- [Work instruction]:
Filter on the word "AMÉRICAS": copy each matching line from the listing below.

──────────

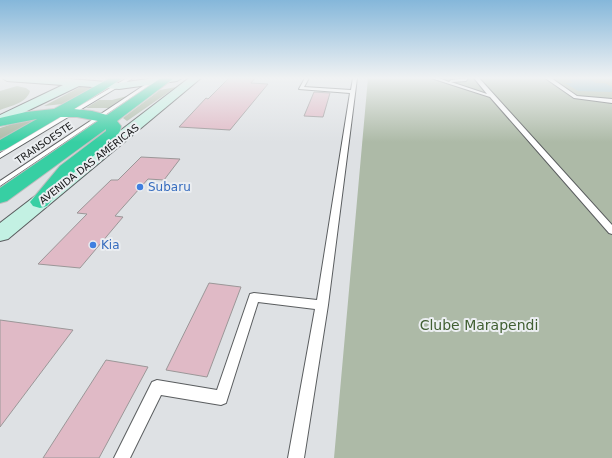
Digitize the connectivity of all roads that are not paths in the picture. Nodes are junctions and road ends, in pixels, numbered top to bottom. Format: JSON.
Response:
{"nodes":[{"id":1,"x":36,"y":99,"type":"edge"},
{"id":2,"x":41,"y":99,"type":"edge"},
{"id":3,"x":83,"y":99,"type":"edge"},
{"id":4,"x":91,"y":99,"type":"edge"},
{"id":5,"x":135,"y":99,"type":"edge"},
{"id":6,"x":169,"y":99,"type":"edge"},
{"id":7,"x":352,"y":99,"type":"edge"},
{"id":8,"x":493,"y":99,"type":"edge"},
{"id":9,"x":597,"y":99,"type":"edge"},
{"id":10,"x":612,"y":101,"type":"edge"},
{"id":11,"x":27,"y":106,"type":"junction"},
{"id":12,"x":73,"y":112,"type":"junction"},
{"id":13,"x":57,"y":113,"type":"junction"},
{"id":14,"x":104,"y":119,"type":"junction"},
{"id":15,"x":0,"y":121,"type":"edge"},
{"id":16,"x":0,"y":146,"type":"edge"},
{"id":17,"x":0,"y":156,"type":"edge"},
{"id":18,"x":0,"y":184,"type":"edge"},
{"id":19,"x":0,"y":197,"type":"edge"},
{"id":20,"x":40,"y":202,"type":"junction"},
{"id":21,"x":612,"y":231,"type":"edge"},
{"id":22,"x":0,"y":234,"type":"edge"},
{"id":23,"x":322,"y":305,"type":"junction"},
{"id":24,"x":122,"y":458,"type":"edge"},
{"id":25,"x":296,"y":458,"type":"edge"}],
"edges":[{"from":1,"to":11,"type":"main road"},
{"from":2,"to":11,"type":"main road"},
{"from":3,"to":13,"type":"highway"},
{"from":4,"to":12,"type":"lane","name":"TRANSOESTE"},
{"from":5,"to":14,"type":"highway","name":"AVENIDA DAS AMÉRICAS"},
{"from":6,"to":20,"type":"main road","name":"AVENIDA DAS AMÉRICAS"},
{"from":7,"to":23,"type":"lane"},
{"from":8,"to":21,"type":"lane"},
{"from":9,"to":10,"type":"lane"},
{"from":11,"to":15,"type":"main road"},
{"from":12,"to":13,"type":"highway"},
{"from":12,"to":14,"type":"highway"},
{"from":12,"to":17,"type":"lane","name":"TRANSOESTE"},
{"from":13,"to":15,"type":"highway"},
{"from":13,"to":16,"type":"highway"},
{"from":14,"to":18,"type":"lane","name":"TRANSOESTE"},
{"from":14,"to":19,"type":"highway","name":"AVENIDA DAS AMÉRICAS"},
{"from":14,"to":20,"type":"highway"},
{"from":20,"to":22,"type":"main road","name":"AVENIDA DAS AMÉRICAS"},
{"from":23,"to":24,"type":"lane"},
{"from":23,"to":25,"type":"lane"}]}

──────────

- [Problem solution]:
{"from":5,"to":14,"type":"highway","name":"AVENIDA DAS AMÉRICAS"},
{"from":6,"to":20,"type":"main road","name":"AVENIDA DAS AMÉRICAS"},
{"from":14,"to":19,"type":"highway","name":"AVENIDA DAS AMÉRICAS"},
{"from":20,"to":22,"type":"main road","name":"AVENIDA DAS AMÉRICAS"},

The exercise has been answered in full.